> Data shown:
- Opening Delimiter -

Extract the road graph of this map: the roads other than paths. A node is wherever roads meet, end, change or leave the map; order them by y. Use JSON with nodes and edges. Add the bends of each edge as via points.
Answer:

- Closing Delimiter -
- Opening Delimiter -

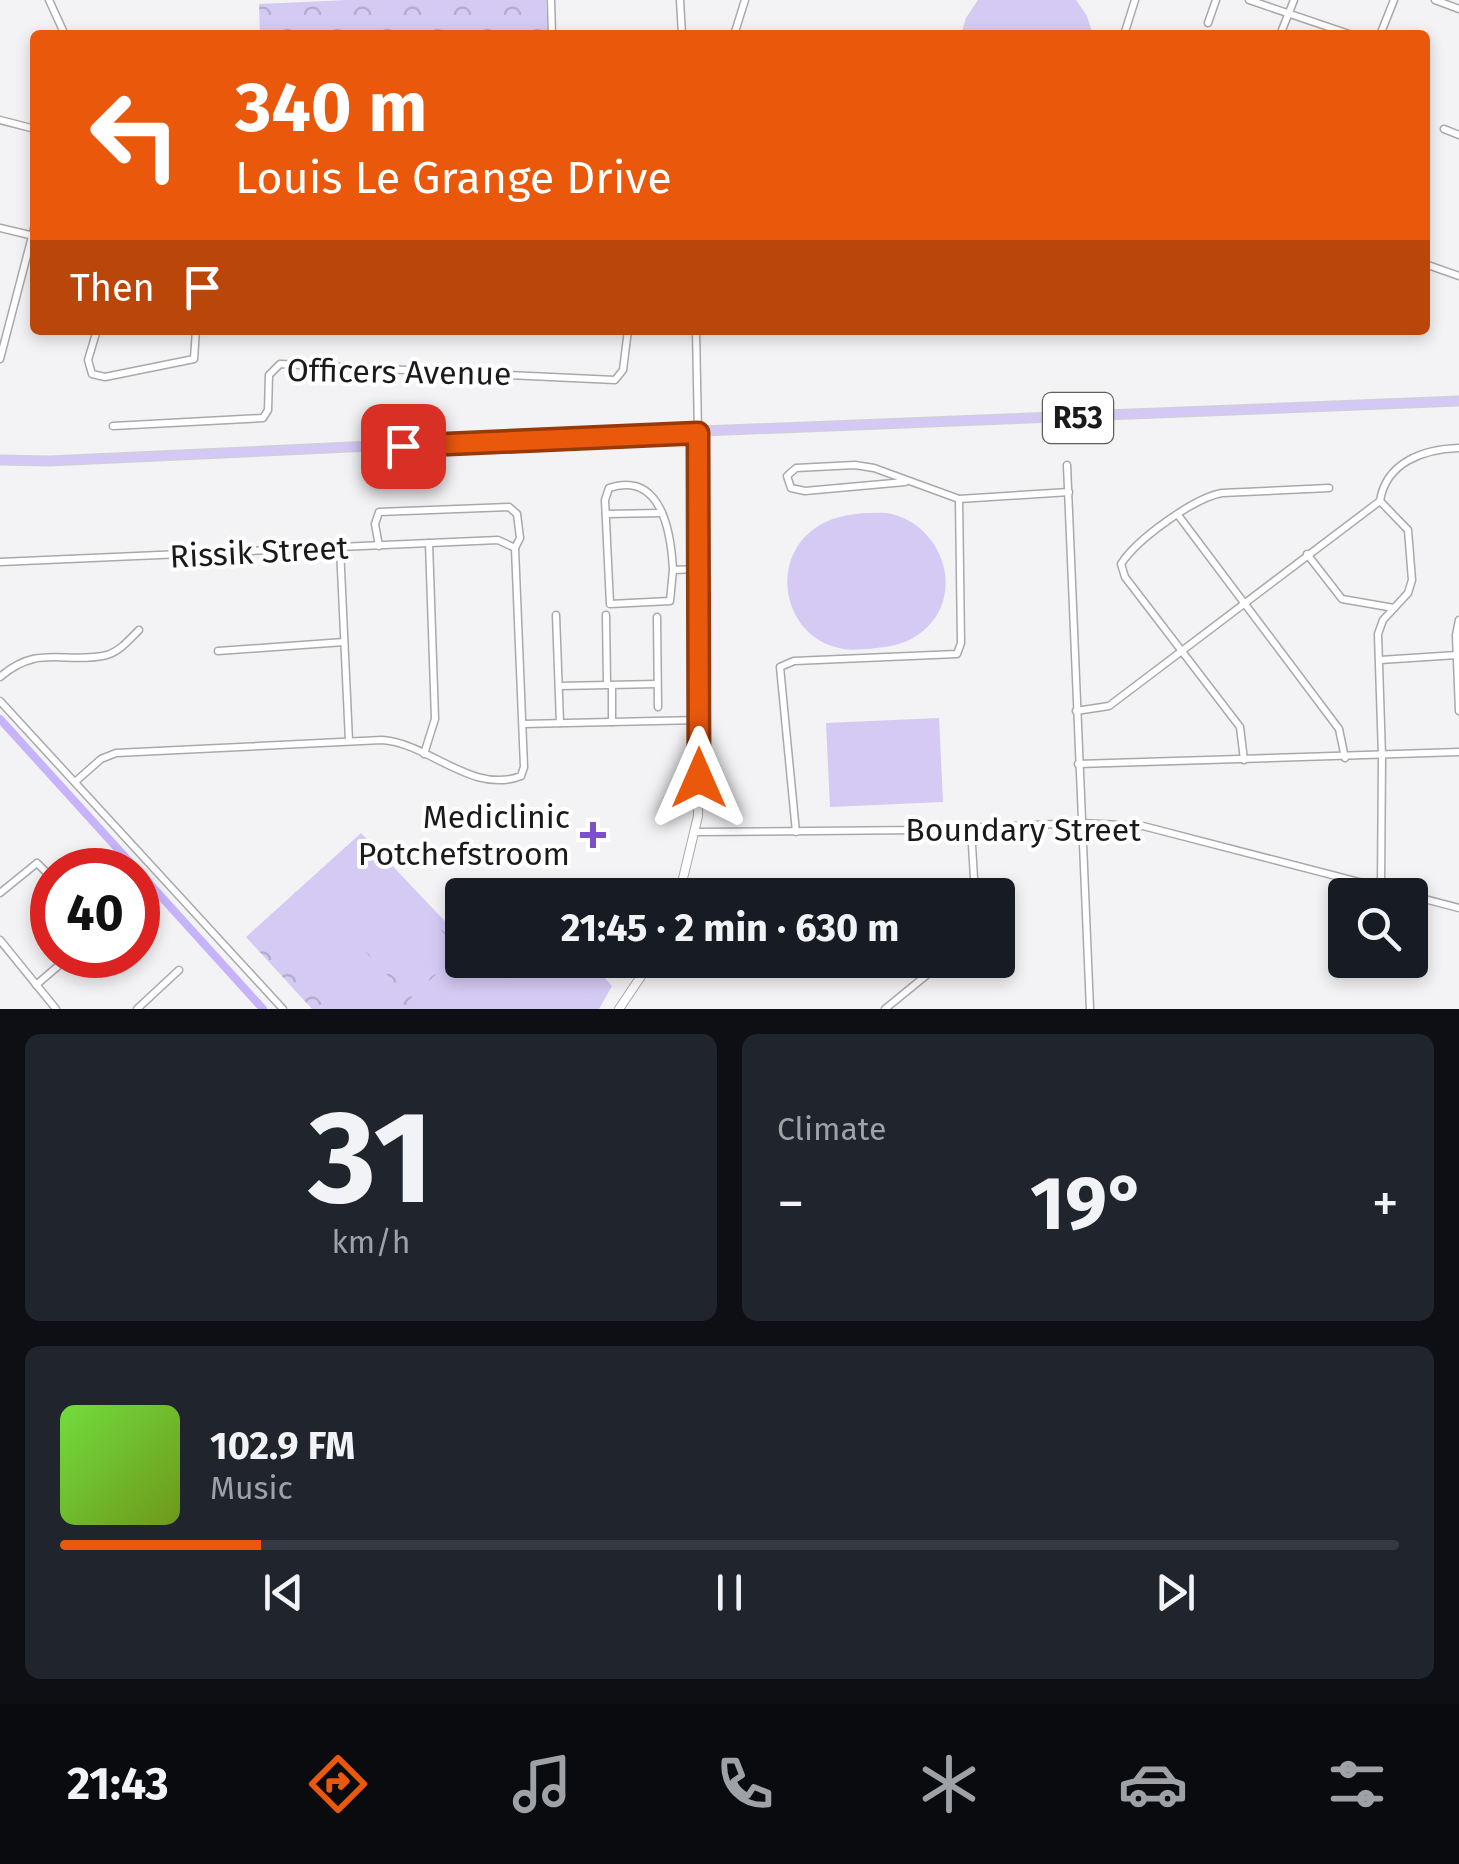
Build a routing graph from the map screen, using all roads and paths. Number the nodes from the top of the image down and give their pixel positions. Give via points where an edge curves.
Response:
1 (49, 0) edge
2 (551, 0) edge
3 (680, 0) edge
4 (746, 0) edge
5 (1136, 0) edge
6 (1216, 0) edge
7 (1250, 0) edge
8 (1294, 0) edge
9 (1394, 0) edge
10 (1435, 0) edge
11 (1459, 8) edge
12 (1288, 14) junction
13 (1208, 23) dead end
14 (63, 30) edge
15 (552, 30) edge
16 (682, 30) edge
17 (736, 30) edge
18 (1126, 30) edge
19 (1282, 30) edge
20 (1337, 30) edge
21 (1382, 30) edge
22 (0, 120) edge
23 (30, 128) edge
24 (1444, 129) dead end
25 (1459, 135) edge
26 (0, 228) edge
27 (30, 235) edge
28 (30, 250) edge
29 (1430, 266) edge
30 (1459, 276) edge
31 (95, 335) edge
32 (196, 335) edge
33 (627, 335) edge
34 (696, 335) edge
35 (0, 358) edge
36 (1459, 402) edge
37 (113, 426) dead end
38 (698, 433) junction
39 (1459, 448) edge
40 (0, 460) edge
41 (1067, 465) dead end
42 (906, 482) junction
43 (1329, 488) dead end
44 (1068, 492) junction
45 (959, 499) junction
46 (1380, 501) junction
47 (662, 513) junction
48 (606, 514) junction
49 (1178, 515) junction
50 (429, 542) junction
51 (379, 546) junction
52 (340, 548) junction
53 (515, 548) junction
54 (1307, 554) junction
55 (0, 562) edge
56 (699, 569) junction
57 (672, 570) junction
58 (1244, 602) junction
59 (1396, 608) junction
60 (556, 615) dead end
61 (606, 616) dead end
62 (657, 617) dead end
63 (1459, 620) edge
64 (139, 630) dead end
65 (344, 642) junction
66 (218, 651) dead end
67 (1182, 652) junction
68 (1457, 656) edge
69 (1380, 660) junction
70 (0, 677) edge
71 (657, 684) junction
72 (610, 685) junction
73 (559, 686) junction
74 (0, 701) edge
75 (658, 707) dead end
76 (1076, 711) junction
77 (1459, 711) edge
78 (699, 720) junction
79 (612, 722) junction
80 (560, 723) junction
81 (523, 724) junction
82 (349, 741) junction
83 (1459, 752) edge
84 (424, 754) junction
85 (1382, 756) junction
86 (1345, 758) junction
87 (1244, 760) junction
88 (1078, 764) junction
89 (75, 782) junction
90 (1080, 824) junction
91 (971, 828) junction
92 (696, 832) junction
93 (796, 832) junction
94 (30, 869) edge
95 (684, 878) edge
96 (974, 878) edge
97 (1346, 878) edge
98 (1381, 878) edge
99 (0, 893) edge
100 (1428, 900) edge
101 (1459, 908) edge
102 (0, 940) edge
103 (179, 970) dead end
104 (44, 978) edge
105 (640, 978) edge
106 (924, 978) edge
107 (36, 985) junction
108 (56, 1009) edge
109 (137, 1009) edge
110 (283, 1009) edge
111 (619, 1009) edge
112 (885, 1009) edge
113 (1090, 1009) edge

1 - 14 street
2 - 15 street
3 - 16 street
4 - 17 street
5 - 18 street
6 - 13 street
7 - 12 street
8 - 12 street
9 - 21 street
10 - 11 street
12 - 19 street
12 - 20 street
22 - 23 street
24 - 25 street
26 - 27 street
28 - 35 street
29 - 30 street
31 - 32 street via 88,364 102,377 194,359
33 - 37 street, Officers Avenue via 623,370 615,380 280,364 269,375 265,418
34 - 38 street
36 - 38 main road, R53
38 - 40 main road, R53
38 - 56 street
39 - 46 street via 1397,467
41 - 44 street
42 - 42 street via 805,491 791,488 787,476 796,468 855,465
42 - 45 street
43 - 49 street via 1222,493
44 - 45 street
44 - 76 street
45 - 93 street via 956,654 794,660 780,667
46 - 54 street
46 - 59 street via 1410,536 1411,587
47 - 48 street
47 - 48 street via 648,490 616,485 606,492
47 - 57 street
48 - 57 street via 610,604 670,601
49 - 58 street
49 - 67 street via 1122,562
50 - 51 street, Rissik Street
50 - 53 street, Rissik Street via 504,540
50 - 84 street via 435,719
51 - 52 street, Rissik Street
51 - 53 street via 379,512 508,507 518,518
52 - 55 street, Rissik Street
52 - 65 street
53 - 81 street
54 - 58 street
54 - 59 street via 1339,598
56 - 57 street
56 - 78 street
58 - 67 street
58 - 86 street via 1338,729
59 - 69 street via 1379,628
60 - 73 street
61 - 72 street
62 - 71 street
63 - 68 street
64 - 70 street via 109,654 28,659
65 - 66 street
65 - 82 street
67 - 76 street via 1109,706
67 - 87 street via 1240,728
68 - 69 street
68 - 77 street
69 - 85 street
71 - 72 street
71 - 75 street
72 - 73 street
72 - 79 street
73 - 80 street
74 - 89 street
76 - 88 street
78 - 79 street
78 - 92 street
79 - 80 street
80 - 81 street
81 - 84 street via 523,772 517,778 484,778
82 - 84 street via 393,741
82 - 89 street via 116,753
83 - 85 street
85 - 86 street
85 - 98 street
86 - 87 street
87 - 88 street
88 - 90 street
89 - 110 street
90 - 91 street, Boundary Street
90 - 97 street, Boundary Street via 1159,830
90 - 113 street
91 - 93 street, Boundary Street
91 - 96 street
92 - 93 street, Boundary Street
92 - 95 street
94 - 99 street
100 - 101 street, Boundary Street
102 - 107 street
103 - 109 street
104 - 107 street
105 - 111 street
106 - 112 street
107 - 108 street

- Closing Delimiter -

> What the exercise asks:
The answer must consist of every line from the listing above that includes the word "points".

> Solution for this problem:
Extract the road graph of this map: the roads other than paths. A node is wherever roads meet, end, change or leave the map; order them by y. Use JSON with nodes and edges. Add the bends of each edge as via points.
Build a routing graph from the map screen, using all roads and paths. Number the nodes from the top of the image down and give their pixel positions. Give via points where an edge curves.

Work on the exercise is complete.